*The problem*
Check each line of the listing for the string "dead". Copy those where it appears.

*Exercise data*
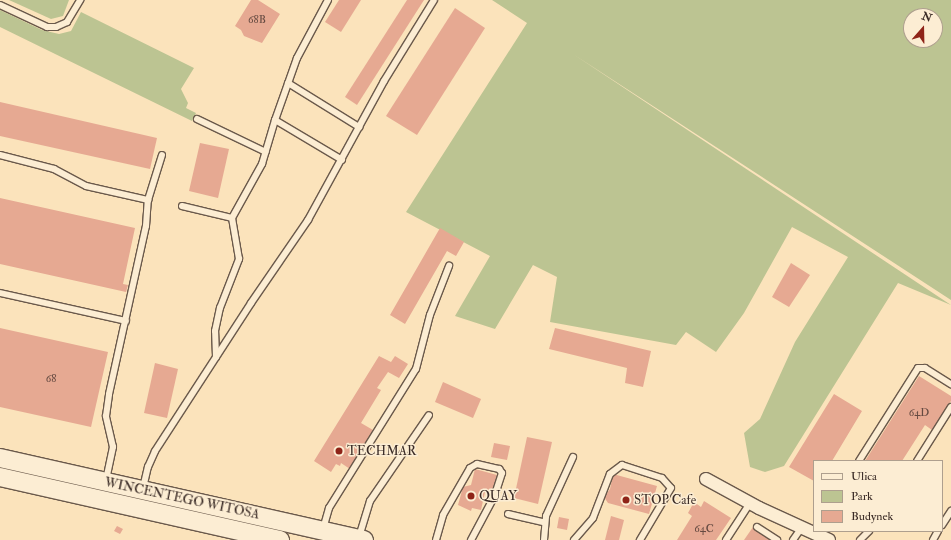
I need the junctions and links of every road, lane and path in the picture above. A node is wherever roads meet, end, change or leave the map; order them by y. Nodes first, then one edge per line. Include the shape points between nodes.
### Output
1 (80, 0) edge
2 (328, 0) edge
3 (434, 0) edge
4 (0, 4) edge
5 (288, 83) junction
6 (197, 119) dead end
7 (275, 120) junction
8 (359, 127) junction
9 (266, 152) junction
10 (0, 155) edge
11 (162, 155) dead end
12 (342, 160) junction
13 (148, 200) junction
14 (182, 206) dead end
15 (232, 218) junction
16 (448, 266) dead end
17 (0, 293) edge
18 (126, 321) junction
19 (216, 357) junction
20 (951, 384) edge
21 (951, 407) edge
22 (429, 415) dead end
23 (573, 457) dead end
24 (0, 458) edge
25 (860, 460) edge
26 (918, 460) edge
27 (0, 477) edge
28 (706, 479) dead end
29 (105, 482) junction
30 (142, 489) junction
31 (750, 503) junction
32 (951, 511) edge
33 (508, 514) dead end
34 (544, 522) junction
35 (943, 523) edge
36 (757, 527) dead end
37 (802, 527) junction
38 (323, 530) junction
39 (866, 532) edge
40 (362, 539) edge
41 (280, 540) edge
42 (436, 540) edge
43 (471, 540) edge
44 (544, 540) edge
45 (575, 540) edge
46 (640, 540) edge
47 (726, 540) edge
48 (777, 540) edge
49 (793, 540) edge
50 (829, 540) edge
51 (860, 540) edge

1 - 4 lane via 67,22 56,27 47,27
2 - 5 lane
3 - 8 lane
5 - 7 lane
5 - 8 lane
6 - 9 lane
7 - 9 lane
7 - 12 lane
8 - 12 lane
9 - 15 lane via 255,178
10 - 13 lane via 54,169 86,186
11 - 13 lane
12 - 19 lane via 308,220
13 - 18 lane via 146,226
14 - 15 lane
15 - 19 lane via 239,259 220,308 215,331
16 - 38 lane via 430,315 416,370 329,508
17 - 18 lane
18 - 29 lane via 106,416 113,446
19 - 30 lane via 150,460
20 - 25 lane via 925,368 918,368
21 - 26 lane
22 - 40 lane via 370,501 363,516
23 - 34 lane
24 - 29 main road, WINCENTEGO WITOSA
27 - 41 main road, WINCENTEGO WITOSA
28 - 31 street
29 - 30 main road, WINCENTEGO WITOSA
30 - 38 main road, WINCENTEGO WITOSA
31 - 37 street
31 - 47 lane
32 - 35 lane
33 - 34 lane
34 - 44 lane
36 - 48 lane
37 - 49 lane
37 - 50 street
38 - 40 main road, WINCENTEGO WITOSA
39 - 51 lane
42 - 43 lane via 443,515 470,468 477,464 499,469 502,473 494,497
45 - 46 lane via 592,518 610,474 622,465 662,478 671,488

*Your response*
6 (197, 119) dead end
11 (162, 155) dead end
14 (182, 206) dead end
16 (448, 266) dead end
22 (429, 415) dead end
23 (573, 457) dead end
28 (706, 479) dead end
33 (508, 514) dead end
36 (757, 527) dead end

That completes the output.